Document Liberation Project regression testing

Tags

import filters, ODF, ODF generator, regression testing

Why this post?

I am writing this as a direct response to Miklos’s blog post on the same theme. Miklos argues against the current setup for regression testing that all our import libraries use. I do not believe his approach would be substantially better than the current one. I will try to summarize my thoughts about it in the following text. I, however, admit that the current setup is not quite perfect and I can envision some improvements…

How the current regression test suites work

For every import library, there is a separate repository that contains the regression test suite. That consists from sample documents and pre-generated output files in several formats, which are generated by command line conversion tools that every library provides. Most important of these is the so-called “raw” format: it is simply a serialization of the librevenge API calls. Additional output formats include ODF and SVG for graphic libraries.

The test suite is driven by two perl scripts: regression.pl checks that the current output matches the saved output and writes a diff file for any difference; regenerate_raw.pl updates the current output files. These scripts are copied from test suite to test suite and adapted for the current use (e.g., which formats are checked, location of the test directories, etc.)

Better way? Or maybe not…

This section discusses pros and cons of Miklos’s approach in the context of DLP import libraries. It uses citations from Miklos’s blog post.

Better focused checks

Being automatically generated, you have no control over what part of the output is important and what part is not — both parts are recorded and when some part changes, you have to carefully evaluate on a case by case basis if the change is OK or not.

This is not as big deal as it would seem, especially if the changes are checked regularly and the test repository is kept updated. Usually the changes are quite localized and easy to verify.

Single-point failure

… from time to time you just end up regenerating your reference testsuite and till the maintainer doesn’t do that, everyone can only ignore the test results — so it doesn’t really scale.

The test suite is in gerrit, next to the main repository. If someone submits a fix for review, he can submit an update to the test suite too. I admit that the two changes would not be linked in any way, but we do not get that many contributions for that to be a problem. And it would be possible to make the test suite a submodule of the main repository, which would fix this.

No way to forget to run the tests

Provided that make distcheck is ran before committing, you can’t forget to clone and run the tests.

As a de-facto release engineer for the majority of DLP‘s libraries, I have got a check list of things to do before a new release. Running the regression tests is just one item on that list.

Less prone to unrelated changes

Writing explicit assertions means that it’s rarely needed to adjust existing tests.

On the other side, it is an extra work to write them. And, more importantly, to keep them in sync with the code, so they cover everything that is necessary. With the current approach, any change in the output is immediately visible.

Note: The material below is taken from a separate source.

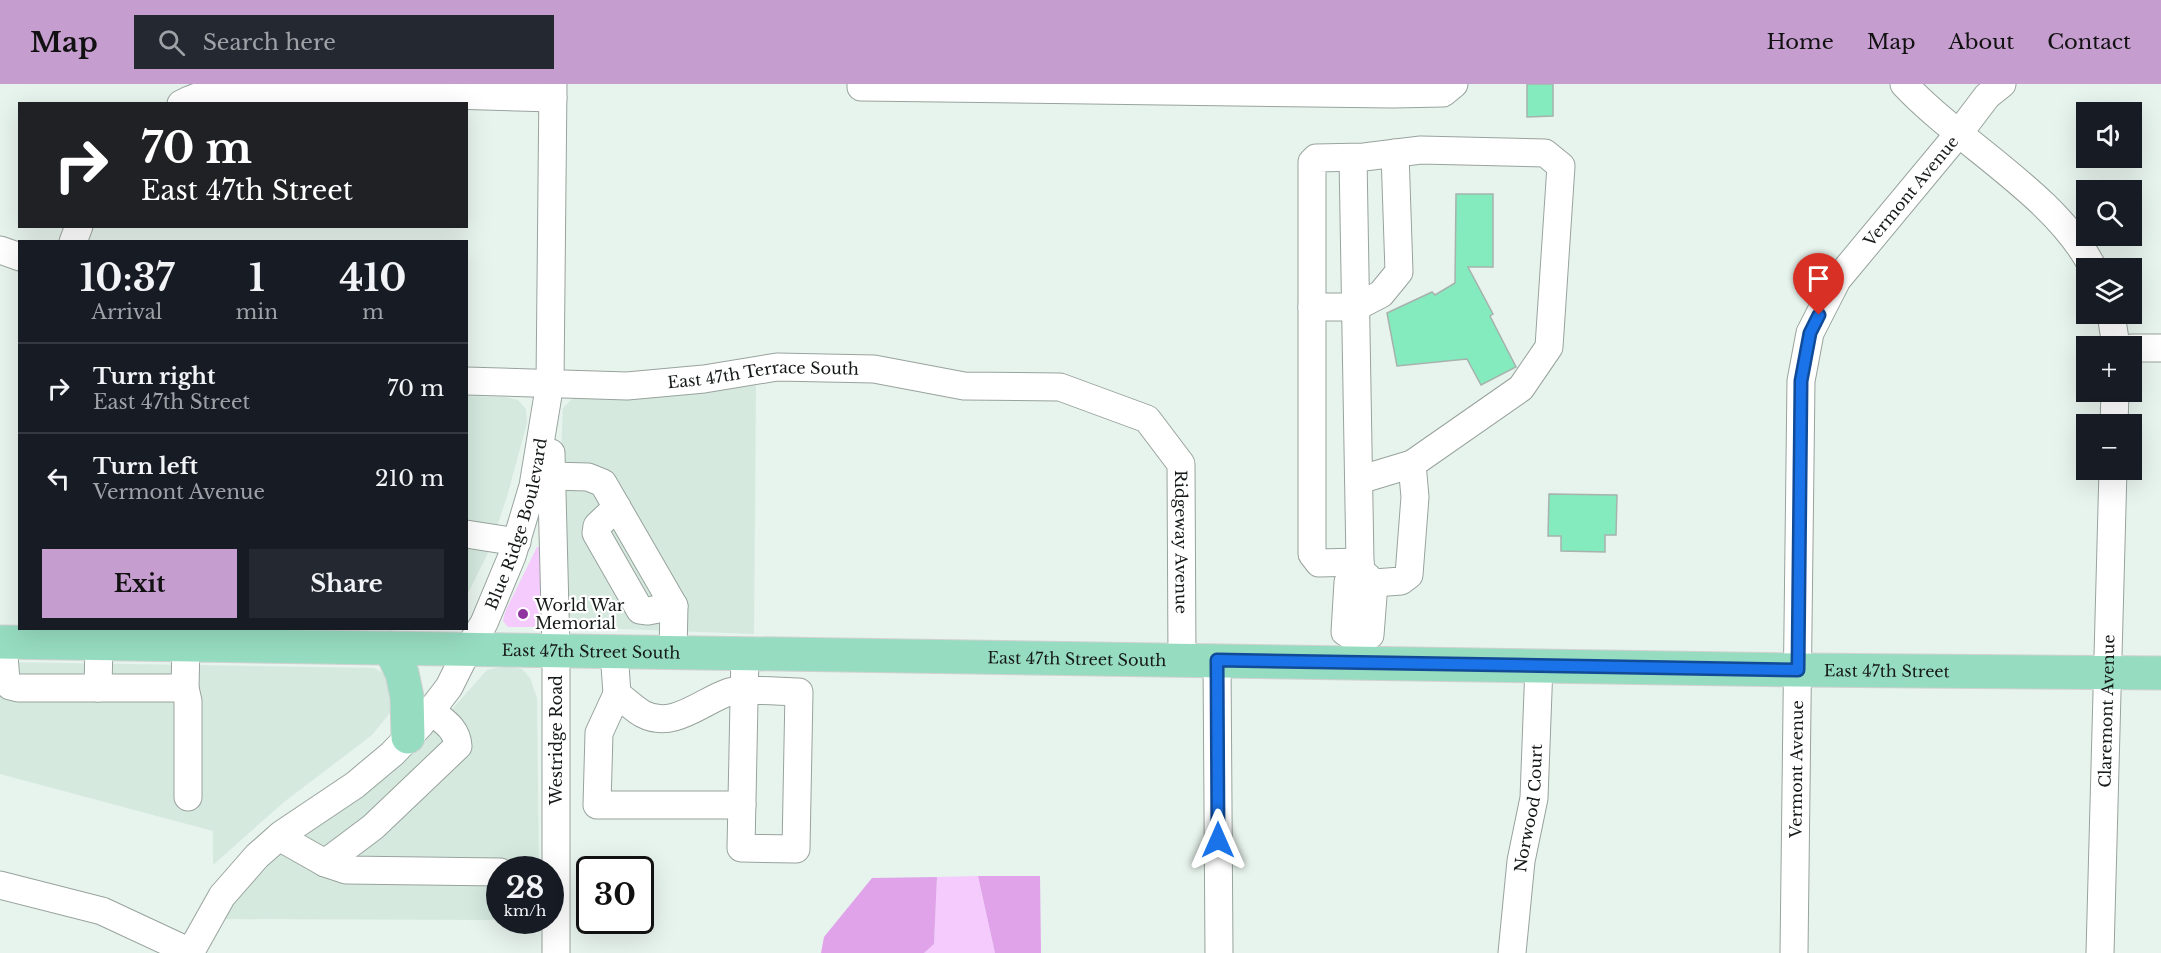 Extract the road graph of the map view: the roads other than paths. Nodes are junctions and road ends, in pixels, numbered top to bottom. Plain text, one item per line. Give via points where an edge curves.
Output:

Possible to commit code change + test in a single commit

Having testcase + code change in the same commit is one step closer to the dream …

Not my dream, though. I prefer to push test cases as separate commits anyway…

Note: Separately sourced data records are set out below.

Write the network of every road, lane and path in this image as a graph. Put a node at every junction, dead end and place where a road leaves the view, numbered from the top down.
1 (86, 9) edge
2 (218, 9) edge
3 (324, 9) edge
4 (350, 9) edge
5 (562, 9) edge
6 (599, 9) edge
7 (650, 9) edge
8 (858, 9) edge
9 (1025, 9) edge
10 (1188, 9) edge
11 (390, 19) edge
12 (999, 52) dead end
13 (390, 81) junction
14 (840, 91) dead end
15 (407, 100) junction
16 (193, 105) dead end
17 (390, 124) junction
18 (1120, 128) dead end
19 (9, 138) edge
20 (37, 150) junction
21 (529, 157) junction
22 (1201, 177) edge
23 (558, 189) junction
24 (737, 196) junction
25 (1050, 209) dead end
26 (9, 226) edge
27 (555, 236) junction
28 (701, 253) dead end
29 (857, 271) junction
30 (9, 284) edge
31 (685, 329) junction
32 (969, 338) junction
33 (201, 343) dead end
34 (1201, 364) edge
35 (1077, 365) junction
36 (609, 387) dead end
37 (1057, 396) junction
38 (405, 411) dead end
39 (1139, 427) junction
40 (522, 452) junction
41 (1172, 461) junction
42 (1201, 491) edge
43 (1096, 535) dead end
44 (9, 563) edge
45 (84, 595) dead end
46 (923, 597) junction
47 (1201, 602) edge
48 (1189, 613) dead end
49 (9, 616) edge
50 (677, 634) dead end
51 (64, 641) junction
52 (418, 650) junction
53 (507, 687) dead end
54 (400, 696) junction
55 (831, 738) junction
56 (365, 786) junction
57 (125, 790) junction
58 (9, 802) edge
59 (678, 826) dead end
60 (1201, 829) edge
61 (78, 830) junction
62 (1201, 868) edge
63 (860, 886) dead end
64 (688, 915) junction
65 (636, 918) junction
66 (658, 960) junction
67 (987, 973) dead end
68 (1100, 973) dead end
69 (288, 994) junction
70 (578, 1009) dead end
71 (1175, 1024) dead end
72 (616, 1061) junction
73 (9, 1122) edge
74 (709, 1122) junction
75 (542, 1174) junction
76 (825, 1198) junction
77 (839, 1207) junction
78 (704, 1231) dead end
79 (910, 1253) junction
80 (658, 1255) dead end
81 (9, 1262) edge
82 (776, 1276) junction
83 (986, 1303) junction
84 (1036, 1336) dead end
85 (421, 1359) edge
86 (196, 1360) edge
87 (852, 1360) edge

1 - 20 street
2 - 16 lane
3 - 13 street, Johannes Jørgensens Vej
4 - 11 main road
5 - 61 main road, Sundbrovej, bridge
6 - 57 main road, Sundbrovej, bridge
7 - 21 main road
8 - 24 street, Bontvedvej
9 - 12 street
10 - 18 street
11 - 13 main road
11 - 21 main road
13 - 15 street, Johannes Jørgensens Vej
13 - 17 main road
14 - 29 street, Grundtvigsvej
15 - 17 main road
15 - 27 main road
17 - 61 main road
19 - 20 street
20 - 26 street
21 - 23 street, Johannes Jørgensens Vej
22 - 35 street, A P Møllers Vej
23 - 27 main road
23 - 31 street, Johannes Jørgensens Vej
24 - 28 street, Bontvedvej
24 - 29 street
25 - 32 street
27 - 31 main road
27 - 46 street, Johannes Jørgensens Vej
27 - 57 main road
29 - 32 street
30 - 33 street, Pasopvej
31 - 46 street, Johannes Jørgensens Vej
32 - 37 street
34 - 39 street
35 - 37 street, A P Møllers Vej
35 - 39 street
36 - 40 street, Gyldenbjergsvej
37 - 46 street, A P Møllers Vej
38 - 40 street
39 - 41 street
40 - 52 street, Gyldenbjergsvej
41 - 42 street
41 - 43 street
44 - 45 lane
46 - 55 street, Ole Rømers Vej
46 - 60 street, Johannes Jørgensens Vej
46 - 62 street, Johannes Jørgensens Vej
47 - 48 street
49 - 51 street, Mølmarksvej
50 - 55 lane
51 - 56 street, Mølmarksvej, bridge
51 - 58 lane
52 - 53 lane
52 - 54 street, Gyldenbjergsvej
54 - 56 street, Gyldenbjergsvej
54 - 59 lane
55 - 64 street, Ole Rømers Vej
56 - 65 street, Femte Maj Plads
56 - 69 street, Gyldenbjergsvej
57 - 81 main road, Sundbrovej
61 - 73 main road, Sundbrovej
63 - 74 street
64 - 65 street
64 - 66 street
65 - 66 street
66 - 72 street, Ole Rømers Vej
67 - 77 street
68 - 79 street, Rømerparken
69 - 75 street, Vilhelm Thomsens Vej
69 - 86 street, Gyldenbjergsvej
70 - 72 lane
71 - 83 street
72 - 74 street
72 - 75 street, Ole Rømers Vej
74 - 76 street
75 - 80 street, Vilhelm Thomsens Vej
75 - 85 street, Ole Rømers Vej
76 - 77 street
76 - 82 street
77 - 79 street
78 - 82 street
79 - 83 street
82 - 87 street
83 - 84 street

To be fair, the current approach would makes it rather difficult to run the test suite for an older checkout, because there is no association to a particular commit in the test repository. But I do not think I have ever needed this, so I do not see it as a problem.

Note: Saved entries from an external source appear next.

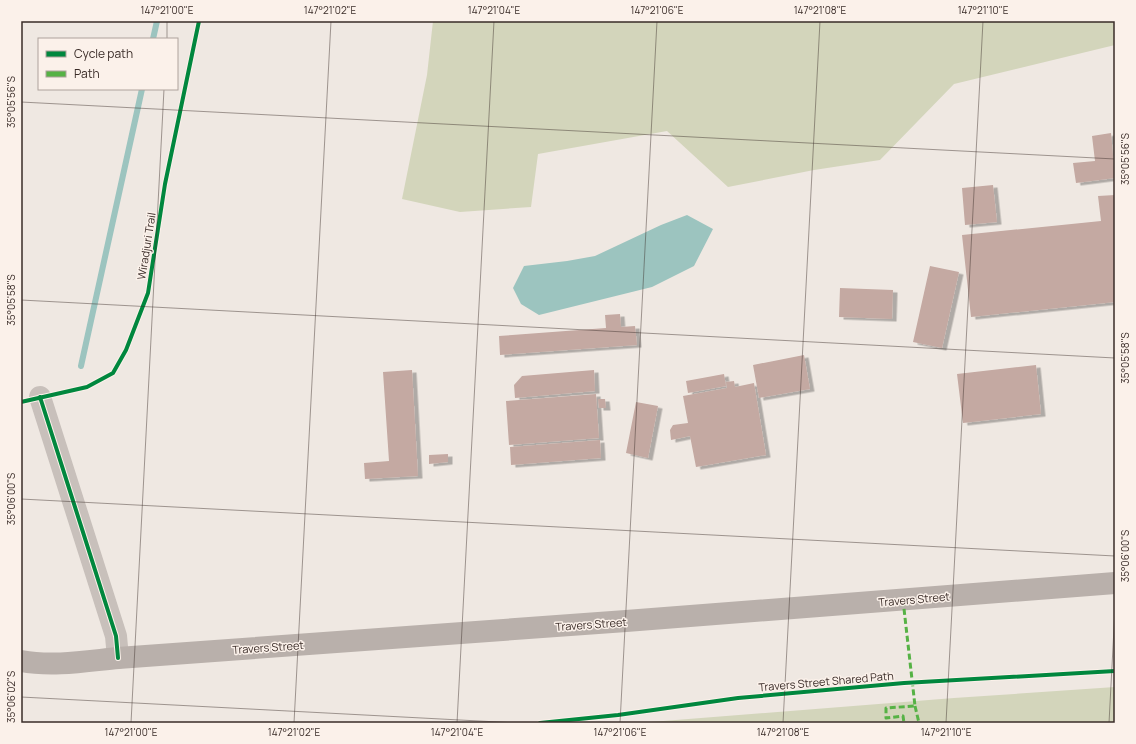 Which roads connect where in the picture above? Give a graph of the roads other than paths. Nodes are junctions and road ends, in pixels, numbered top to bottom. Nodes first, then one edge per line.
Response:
1 (40, 397) dead end
2 (1115, 583) edge
3 (118, 658) junction
4 (21, 662) edge
5 (67, 663) junction
6 (21, 677) edge

1 - 3 street
2 - 3 main road, Travers Street
3 - 5 main road, Travers Street
4 - 5 main road, Travers Street
5 - 6 main road, Travers Street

Big increase in size of the main repository

LibreOffice’s code is huge–20 MB of test files would be about 1% of the size. This is not true for the libraries we are talking about. Their size if several MB at most, so addition of a number of data files immediately shows up in the repository size. It also shows up in release tarball’s size, which is even more important point.

Let me show an anecdotal example: the current size of unpacked tarball of libetonyek is 3 MB. The cumulative size of the test documents in its test repository is 24 MB. And these documents only cover Keynote 5 format…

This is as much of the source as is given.